Paris’te, gözlerini son kez yumarken 43 yaşındaydı. Ölümünden sonra devlet için değişiklik olmadı; kaldığı yerden, Ahmet'in uğruna hayatını vermiş olduğu değerlere saldırısı sürdü.
Cumhurbaşkanlığı Kültür ve Sanat Büyük Ödülü'nün Ahmet Kaya'ya verilmesi de, devlet nezdinde bir değişimin sinyali sayılmaz. Halkın Ahmet'e ödülünün yanında, zaten bir üstünlüğü de olmaz.
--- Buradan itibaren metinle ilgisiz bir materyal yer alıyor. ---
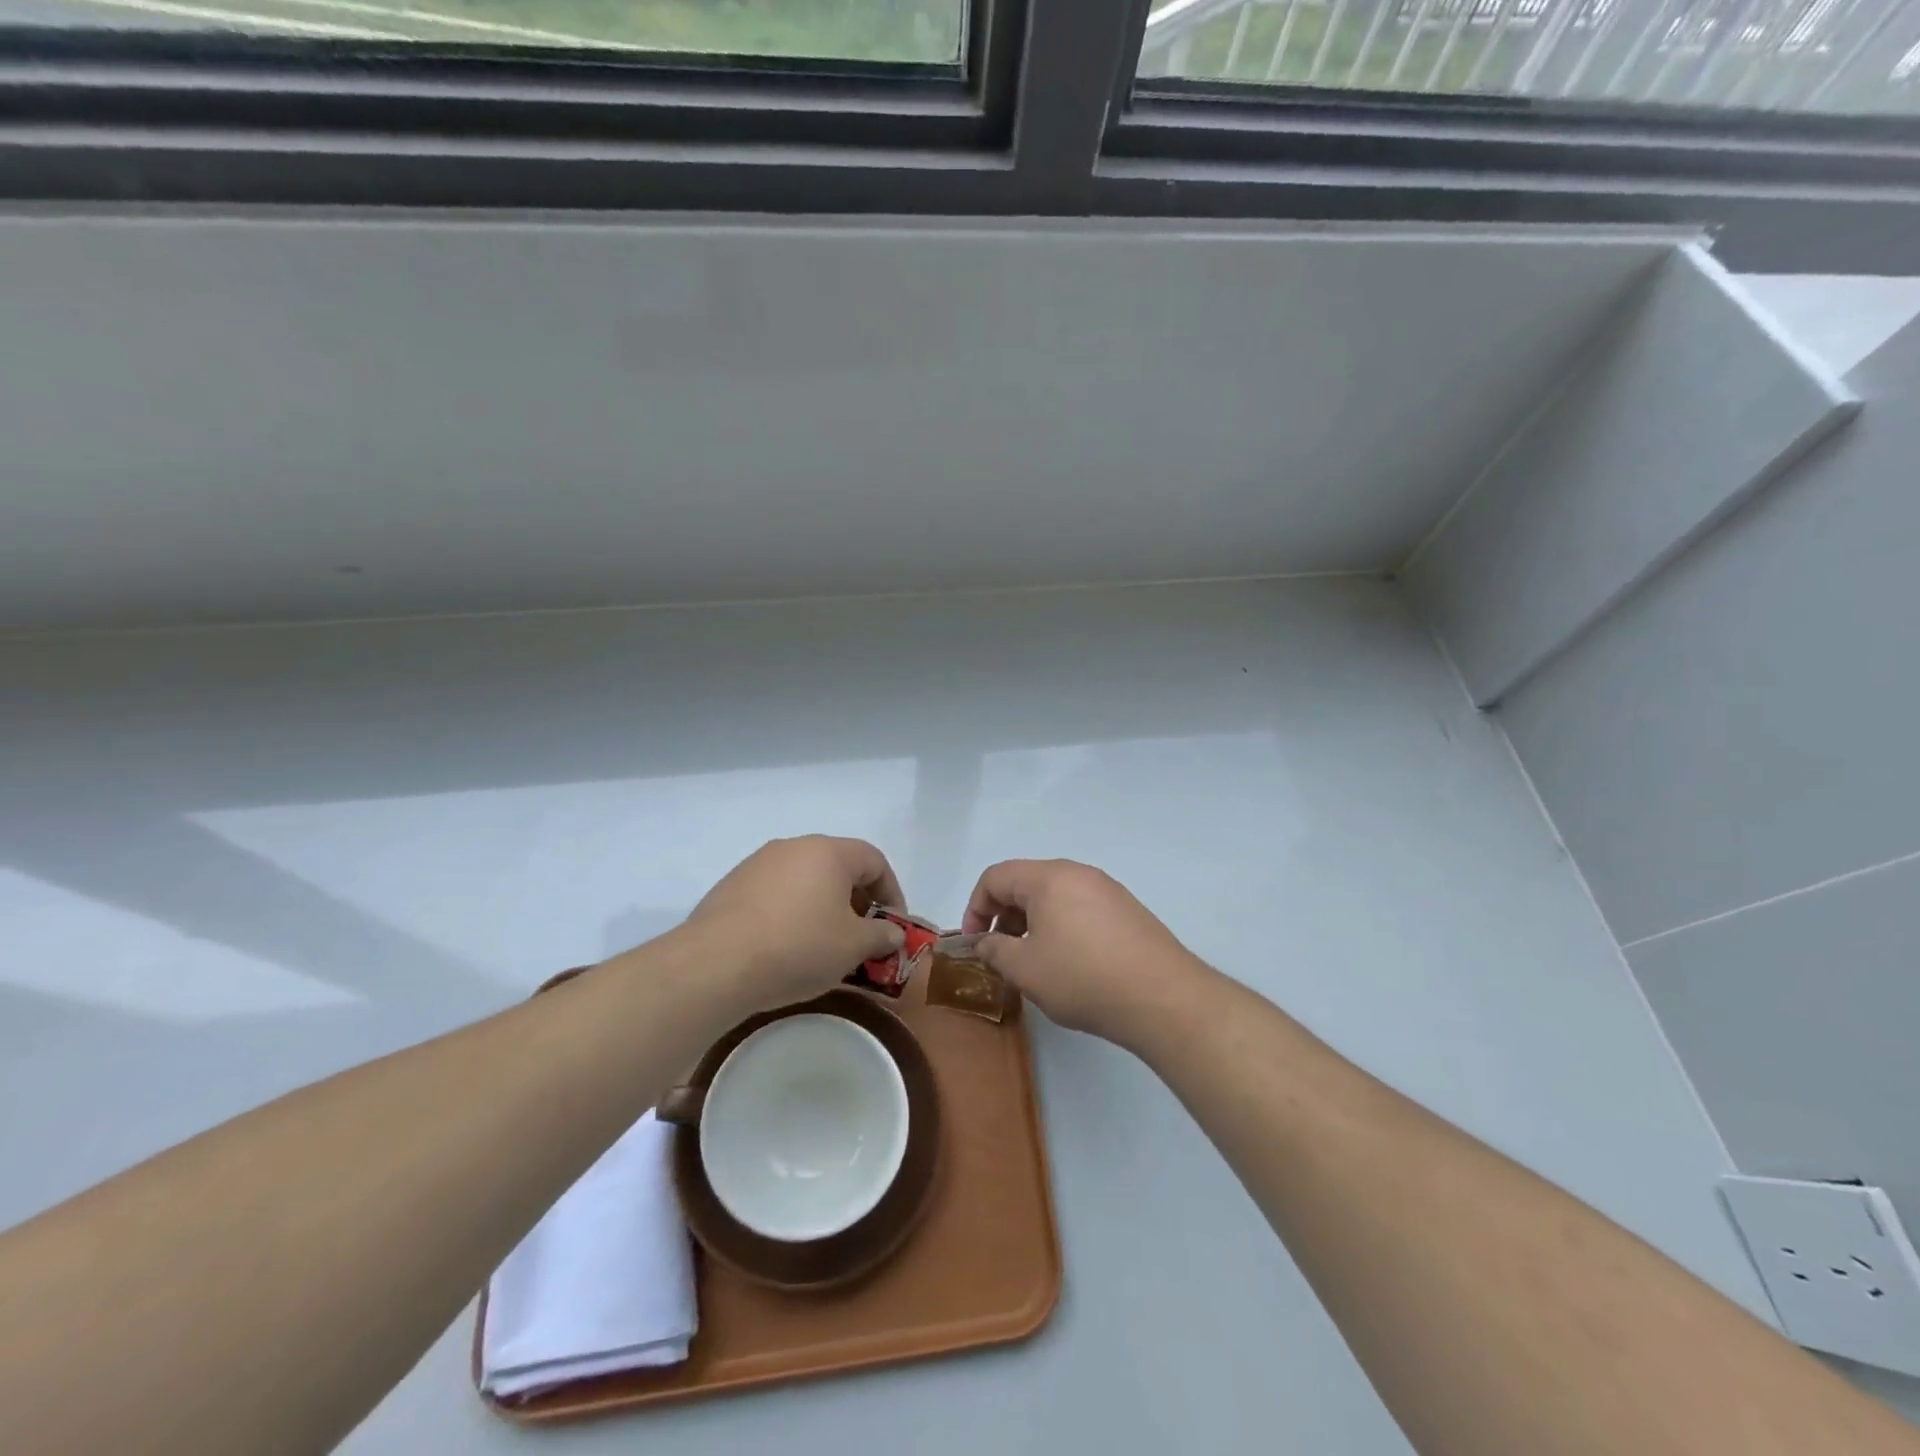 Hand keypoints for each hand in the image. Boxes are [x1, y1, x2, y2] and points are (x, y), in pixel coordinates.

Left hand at [680, 836, 907, 1014]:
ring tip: (825, 945)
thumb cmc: (797, 947)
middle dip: (858, 901)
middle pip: (839, 867)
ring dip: (824, 907)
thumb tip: (893, 934)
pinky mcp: (732, 886)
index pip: (875, 861)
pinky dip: (792, 913)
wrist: (714, 964)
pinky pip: (776, 894)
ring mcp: (758, 864)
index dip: (892, 893)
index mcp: (828, 852)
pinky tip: (787, 946)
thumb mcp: (853, 947)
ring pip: (805, 880)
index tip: (893, 927)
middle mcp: (793, 847)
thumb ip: (881, 936)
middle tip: (862, 937)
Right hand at [962, 859, 1208, 1048]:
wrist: (1162, 997)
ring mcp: (1107, 889)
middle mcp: (1078, 873)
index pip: (996, 876)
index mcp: (1048, 878)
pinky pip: (1080, 907)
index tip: (975, 943)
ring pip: (1054, 895)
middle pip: (1026, 882)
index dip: (975, 907)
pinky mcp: (1127, 909)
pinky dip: (1062, 926)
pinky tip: (1070, 963)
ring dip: (1033, 922)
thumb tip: (982, 941)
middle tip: (1002, 953)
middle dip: (1004, 914)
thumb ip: (994, 950)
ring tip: (1035, 961)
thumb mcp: (1025, 969)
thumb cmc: (1082, 978) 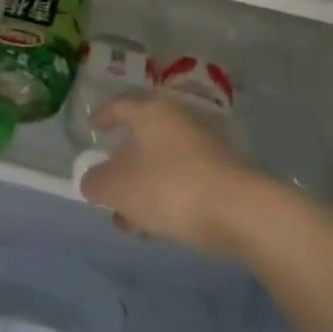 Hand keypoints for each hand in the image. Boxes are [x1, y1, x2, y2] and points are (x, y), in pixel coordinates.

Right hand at [76, 94, 265, 257]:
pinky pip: (182, 178)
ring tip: (129, 221)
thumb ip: (97, 182)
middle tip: (107, 186)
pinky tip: (159, 225)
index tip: (92, 127)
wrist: (240, 210)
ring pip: (162, 161)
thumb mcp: (119, 188)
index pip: (120, 105)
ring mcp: (204, 145)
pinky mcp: (221, 171)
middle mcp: (178, 119)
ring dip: (143, 186)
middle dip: (122, 164)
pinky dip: (165, 195)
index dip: (103, 116)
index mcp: (152, 112)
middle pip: (142, 136)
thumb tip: (92, 180)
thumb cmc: (170, 187) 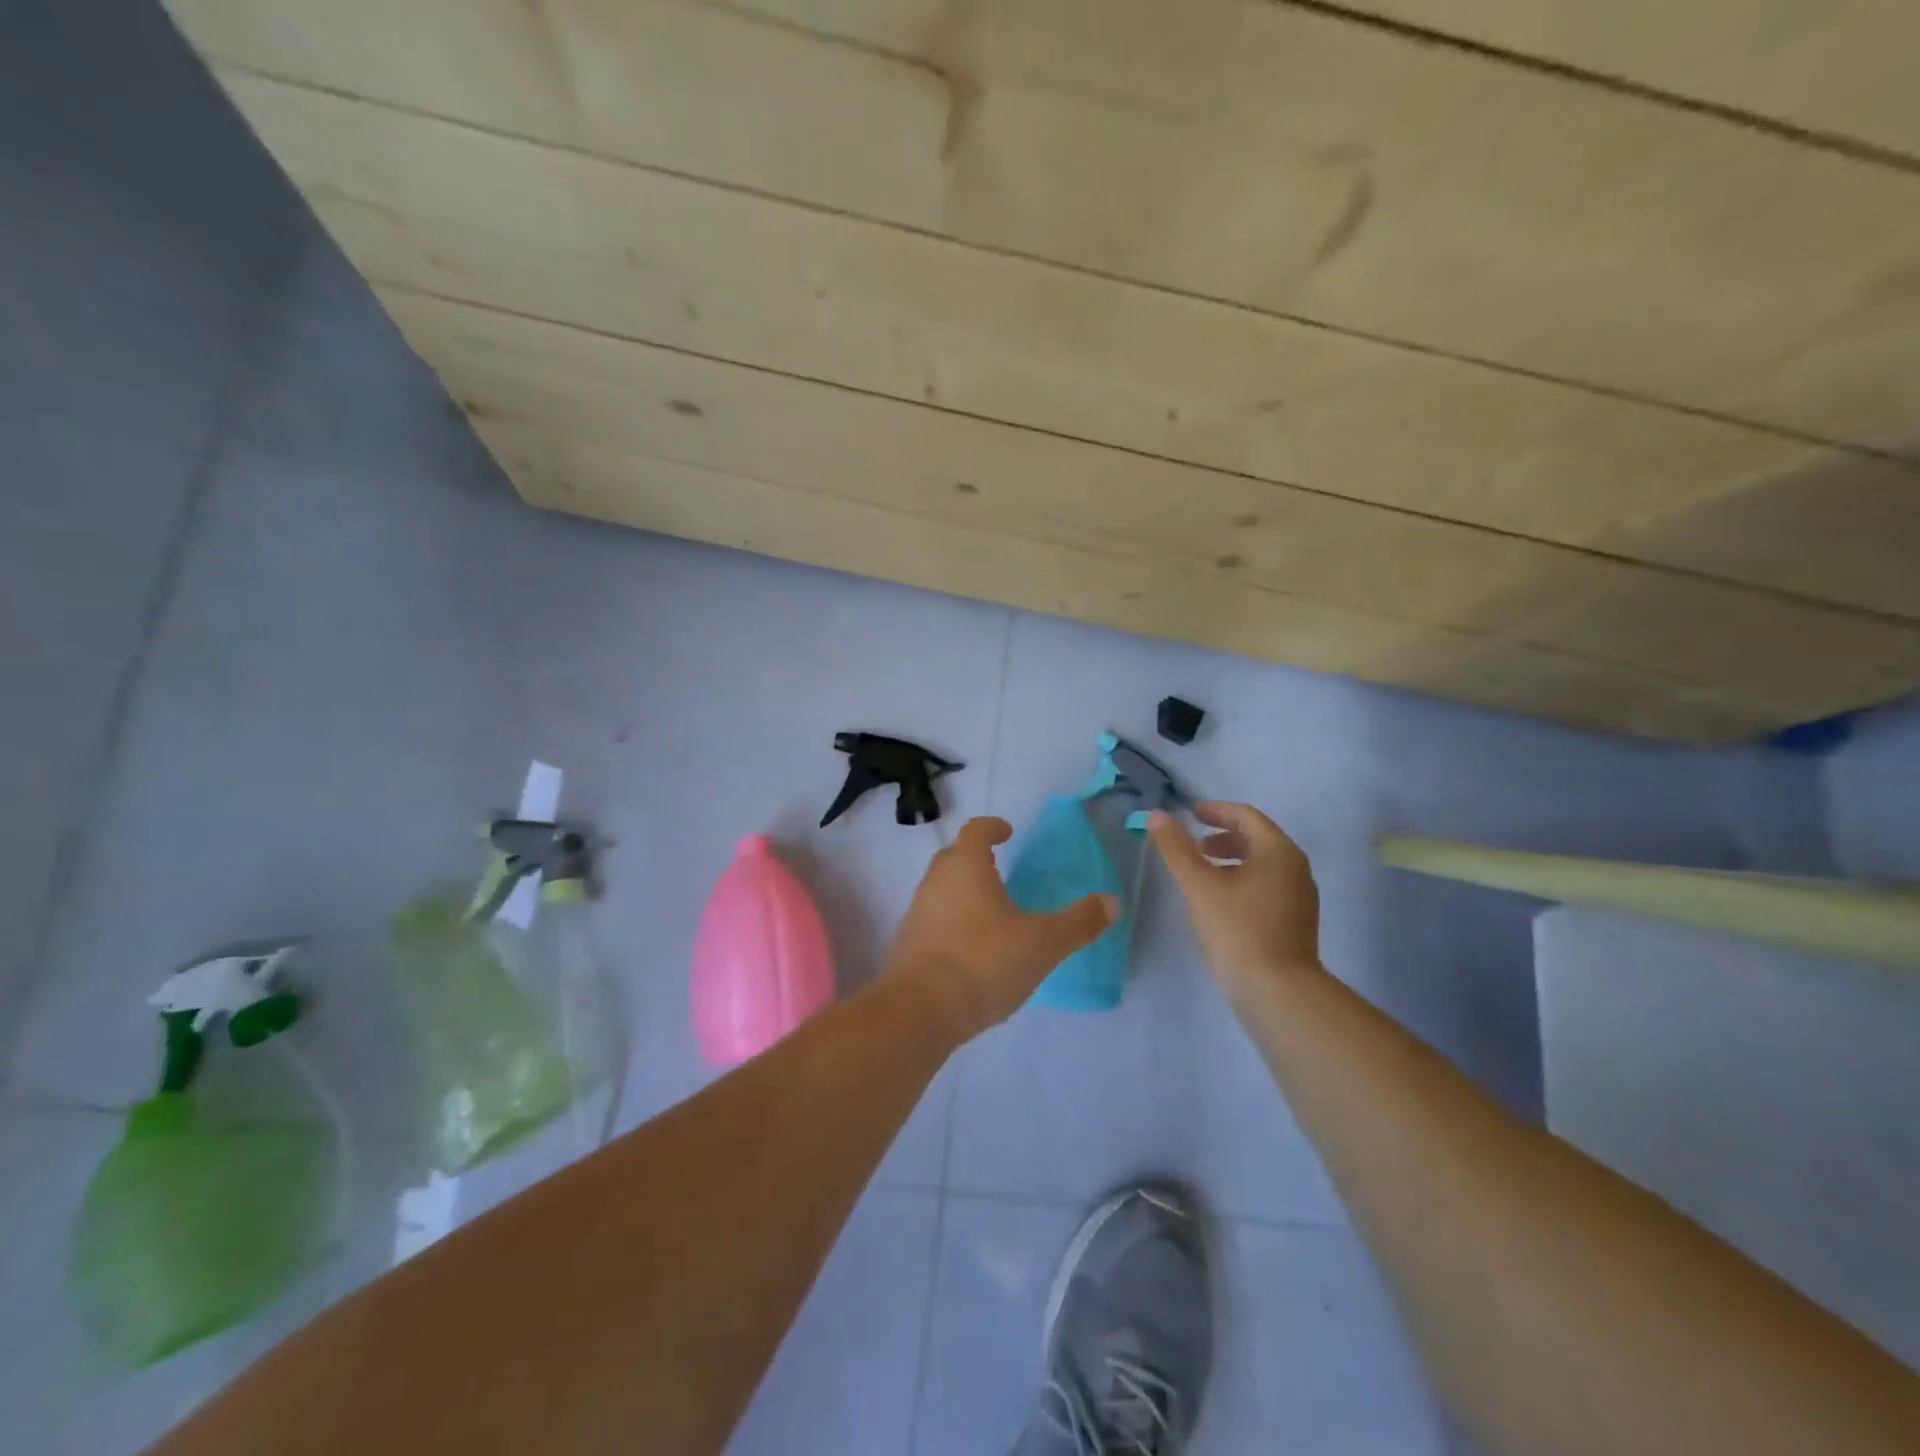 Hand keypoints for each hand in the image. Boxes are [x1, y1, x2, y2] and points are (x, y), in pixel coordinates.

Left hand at [885, 817, 1117, 1039]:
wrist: (919, 1011)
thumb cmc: (984, 962)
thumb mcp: (1043, 943)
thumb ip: (1079, 922)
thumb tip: (1112, 902)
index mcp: (966, 867)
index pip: (975, 831)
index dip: (992, 827)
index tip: (1007, 832)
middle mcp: (935, 882)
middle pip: (953, 857)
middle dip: (975, 859)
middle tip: (999, 869)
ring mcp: (916, 913)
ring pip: (940, 891)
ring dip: (961, 893)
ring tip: (989, 912)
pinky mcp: (906, 946)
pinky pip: (932, 922)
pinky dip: (950, 925)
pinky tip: (969, 950)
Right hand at [1147, 803, 1321, 1001]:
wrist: (1277, 992)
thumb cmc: (1237, 929)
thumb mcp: (1199, 885)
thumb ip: (1176, 848)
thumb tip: (1157, 816)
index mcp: (1278, 852)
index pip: (1246, 816)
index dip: (1216, 810)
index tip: (1191, 813)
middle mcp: (1296, 868)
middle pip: (1258, 838)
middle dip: (1224, 836)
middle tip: (1194, 844)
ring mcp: (1300, 897)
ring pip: (1263, 864)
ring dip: (1232, 859)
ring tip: (1203, 873)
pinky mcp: (1297, 921)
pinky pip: (1268, 886)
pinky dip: (1243, 880)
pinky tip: (1221, 901) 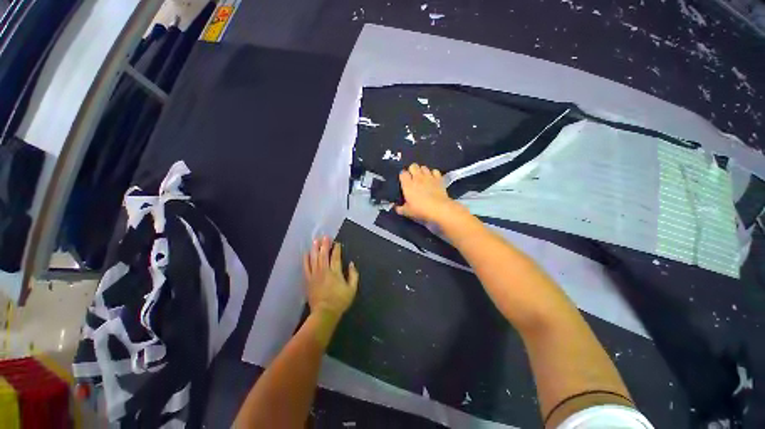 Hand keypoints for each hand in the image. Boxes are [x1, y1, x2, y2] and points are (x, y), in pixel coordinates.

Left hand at [303, 237, 358, 319]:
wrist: (324, 313)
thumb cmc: (340, 301)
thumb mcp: (352, 289)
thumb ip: (353, 275)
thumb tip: (352, 264)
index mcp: (335, 272)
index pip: (335, 257)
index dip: (336, 248)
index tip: (337, 242)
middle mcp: (324, 270)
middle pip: (323, 254)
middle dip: (324, 244)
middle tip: (325, 236)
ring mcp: (315, 275)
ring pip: (314, 258)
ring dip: (315, 248)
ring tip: (315, 240)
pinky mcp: (308, 280)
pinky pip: (306, 267)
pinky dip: (306, 259)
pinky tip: (306, 253)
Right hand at [396, 163, 462, 224]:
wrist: (439, 209)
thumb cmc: (420, 210)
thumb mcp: (407, 212)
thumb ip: (400, 209)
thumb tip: (396, 207)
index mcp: (407, 184)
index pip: (402, 173)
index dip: (402, 176)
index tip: (403, 181)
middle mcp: (417, 177)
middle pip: (413, 166)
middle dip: (412, 170)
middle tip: (412, 179)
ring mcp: (429, 177)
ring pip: (424, 167)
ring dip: (422, 171)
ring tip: (422, 178)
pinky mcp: (439, 179)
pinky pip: (435, 171)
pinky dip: (433, 174)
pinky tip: (432, 179)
Bu tip girişimlerde, devletlerin sadece yanlılarını anmaması ilk başta bir olgunluk, mütevazılık sanılabilir. Ama, 2002'den beri izlediğimiz "yeni" devlet pratiği "niyet okumayı" elzem kılıyor. AKP, sistemini, "kendi Kürdünü", "kendi solcusunu", "kendi sendikacısını" yaratarak sağlamlaştırmayı sıkça deniyor. Kimseyi öz varlığı ile kabul etme tercihi olmayan bir sistemi temsil ediyor ve kabullenmesinin ölçüsü de, tedricen "zorunlu uyum" sağlaması oluyor. Erdoğan, "Ustanın Hikayesi" adlı belgeselde kısa dönemlik cezaevi serüvenini anlatırken, diğer koğuşlarda bulunan Kürt siyasi tutsaklarla ille de tanışmak istediğini, cezaevi idaresinin izniyle bunu yaptığını vurguladıktan sonra, "bir süre sonra etkilenip değişmeye başladıklarını gördüğünü" iddia ediyordu. Bununla, "her fikre karşı ne kadar kâmil olduğunu" ima ediyordu. Oysa, "herkes bir gün bana benzeyecek" gibi, sakat bir öngörüsü burada açığa çıkıyordu. Erdoğan bu belgeselde Ahmet Kaya'nın da fikren kendilerine yakın olduğunu ileri sürüyordu. Ahmet, başörtülüler için, mütedeyyin çevrelere özgü sorunlar için elinden geleni yapmaya hazırdı, evet. Ama mesela, onun bu hoşgörüden anladığı, İslam maskeli katliamcı çetelere arka çıkmak değildi.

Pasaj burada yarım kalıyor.